The three names listed last in ESPN's weekly quarterback performance rankings have one thing in common: NFC West divisional heritage.
This would normally be unwelcome in these parts, but I'm going to embrace their Week 16 badness as beneficial to the division's long-term health. Skelton and Jackson had been winning enough recently to change perceptions about them. Having them struggle in defeats that knocked their teams from playoff contention makes it tougher for anyone, including the teams, to overestimate their capabilities.
The case of Alex Smith in San Francisco is a little trickier. Smith continues to lag in the season-long Total QBR rankings, but he has been quite good in recent weeks, save for a rough outing at Baltimore. Five times in the 49ers' last seven games, Smith has produced QBR figures that would project as worthy of Pro Bowl consideration if maintained over a full season. Those looking at raw passing stats might also notice that Smith has 24 touchdowns with only six interceptions while posting a 15-5 record in his last 20 starts.
The key plays Smith made for the 49ers in Week 16 -- two scrambles and a few clutch throws -- were enough for San Francisco to win despite suffering a blocked punt and a couple key injuries.
"I really thought that he was the difference in the game for them," Seahawks coach Pete Carroll told reporters Monday. "I thought he did a very nice job. He didn’t turn the ball over at all, which was great for them. But those few plays -- that handful of plays where he kept the thing going -- I thought gave them an advantage on us that day."
Life gets a little more complicated for Smith now that a jaw injury is threatening to sideline tight end Delanie Walker, possibly for the season.
The situation at wide receiver is also in flux. Ted Ginn Jr. has been hurt, Kyle Williams suffered a concussion Saturday and Braylon Edwards announced his release via Twitter on Tuesday morning. Starter Josh Morgan is on injured reserve.
2011 NFC West Total QBR by Week (50 is average, 100-point max)

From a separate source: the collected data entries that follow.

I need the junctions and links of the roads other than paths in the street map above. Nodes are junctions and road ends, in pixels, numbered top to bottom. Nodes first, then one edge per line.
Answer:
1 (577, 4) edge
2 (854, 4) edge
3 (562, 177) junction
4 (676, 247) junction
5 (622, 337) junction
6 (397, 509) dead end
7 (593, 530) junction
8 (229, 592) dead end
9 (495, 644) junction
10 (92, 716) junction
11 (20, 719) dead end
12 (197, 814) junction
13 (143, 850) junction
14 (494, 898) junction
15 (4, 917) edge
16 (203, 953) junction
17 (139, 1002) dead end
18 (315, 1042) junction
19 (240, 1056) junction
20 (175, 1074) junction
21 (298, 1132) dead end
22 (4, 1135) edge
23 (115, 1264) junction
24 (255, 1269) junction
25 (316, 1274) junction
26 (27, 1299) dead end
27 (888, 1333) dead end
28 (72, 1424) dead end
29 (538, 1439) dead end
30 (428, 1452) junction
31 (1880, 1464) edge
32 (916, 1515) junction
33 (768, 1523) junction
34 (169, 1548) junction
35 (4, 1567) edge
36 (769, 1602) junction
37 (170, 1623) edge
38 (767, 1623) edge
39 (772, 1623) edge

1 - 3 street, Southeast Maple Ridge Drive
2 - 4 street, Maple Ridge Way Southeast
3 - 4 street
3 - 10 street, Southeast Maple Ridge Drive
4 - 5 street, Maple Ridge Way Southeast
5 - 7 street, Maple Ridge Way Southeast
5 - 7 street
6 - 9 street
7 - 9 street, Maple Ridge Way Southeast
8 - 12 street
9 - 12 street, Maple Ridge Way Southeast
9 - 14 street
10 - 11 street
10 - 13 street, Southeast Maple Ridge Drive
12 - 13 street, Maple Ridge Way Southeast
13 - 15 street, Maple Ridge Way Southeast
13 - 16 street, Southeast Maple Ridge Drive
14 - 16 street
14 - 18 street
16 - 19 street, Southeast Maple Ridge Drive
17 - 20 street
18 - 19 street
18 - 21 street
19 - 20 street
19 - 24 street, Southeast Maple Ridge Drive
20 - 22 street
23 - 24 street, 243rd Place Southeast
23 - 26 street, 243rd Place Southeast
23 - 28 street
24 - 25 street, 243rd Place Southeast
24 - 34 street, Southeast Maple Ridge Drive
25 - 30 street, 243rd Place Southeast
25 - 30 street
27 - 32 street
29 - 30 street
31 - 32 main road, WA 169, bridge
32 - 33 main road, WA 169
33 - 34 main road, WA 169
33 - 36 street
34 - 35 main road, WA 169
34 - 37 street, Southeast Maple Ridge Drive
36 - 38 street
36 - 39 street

Quick thoughts on how NFC West passers graded out in Week 16 according to Total QBR, with NFL passer ratings in parenthesis as a reference point:
Alex Smith, San Francisco 49ers (73.8 QBR, 75.6 NFL rating): Smith completed 14 of 26 passes for 179 yards with no touchdowns, no interceptions, two sacks and one fumble, which the 49ers recovered. He scrambled five times for 22 yards, gaining 12 on a third-and-8 play to sustain a touchdown drive. This performance was good enough under the circumstances for the 49ers to win a close game against a good, but limited opponent. Questions about the 49ers' ability to keep pace with more dynamic offenses -- specifically those for Green Bay and New Orleans in the NFC -- will persist. But the 49ers were not playing those teams Saturday. Smith did what he had to do to win the game he was playing.
Tarvaris Jackson, Seattle Seahawks (11.8 QBR, 82.9 NFL rating): Jackson completed 15 of 28 passes for 163 yards with one touchdown, no interceptions, three sacks and one lost fumble. He gained 5 yards on three carries. Jackson's NFL passer rating for the season nearly mirrors the one former Seahawks starter Matt Hasselbeck has posted in Tennessee. Hasselbeck ranks significantly higher in Total QBR, however, because plays associated with him have done more to increase his team's win probability. Jackson's tendency to hold onto the ball has led to sacks and other problems for Seattle. That was the case when the 49ers forced him to fumble late in the game. The turnover was pivotal.
Kellen Clemens, St. Louis Rams (9.4 QBR, 49.1 NFL rating): Clemens completed 9 of 24 passes for 91 yards with no touchdowns, no interceptions, three sacks and one fumble, which the Rams recovered. He gained 10 yards on two rushes. The Rams leaned heavily on running back Steven Jackson in this game. Clemens was under pressure and could not lead the Rams into the end zone. Nothing he did gave the Rams a realistic shot at winning the game.
John Skelton, Arizona Cardinals (6.3 QBR, 60.5 NFL rating): Skelton completed 23 of 44 passes for 297 yards with two touchdowns, three interceptions, five sacks and one fumble, which the Cardinals recovered. He rushed four times for 6 yards. The fact that Skelton's poor play doomed the Cardinals to a 23-0 deficit proved more important than the plays he made in getting Arizona back into the game late. The fourth-quarter production meant little in the end.
The clutch-weight average column reflects game situations, not how well players performed during those situations. Any clutch average above 1.0 reflects a quarterback performing in higher-pressure situations.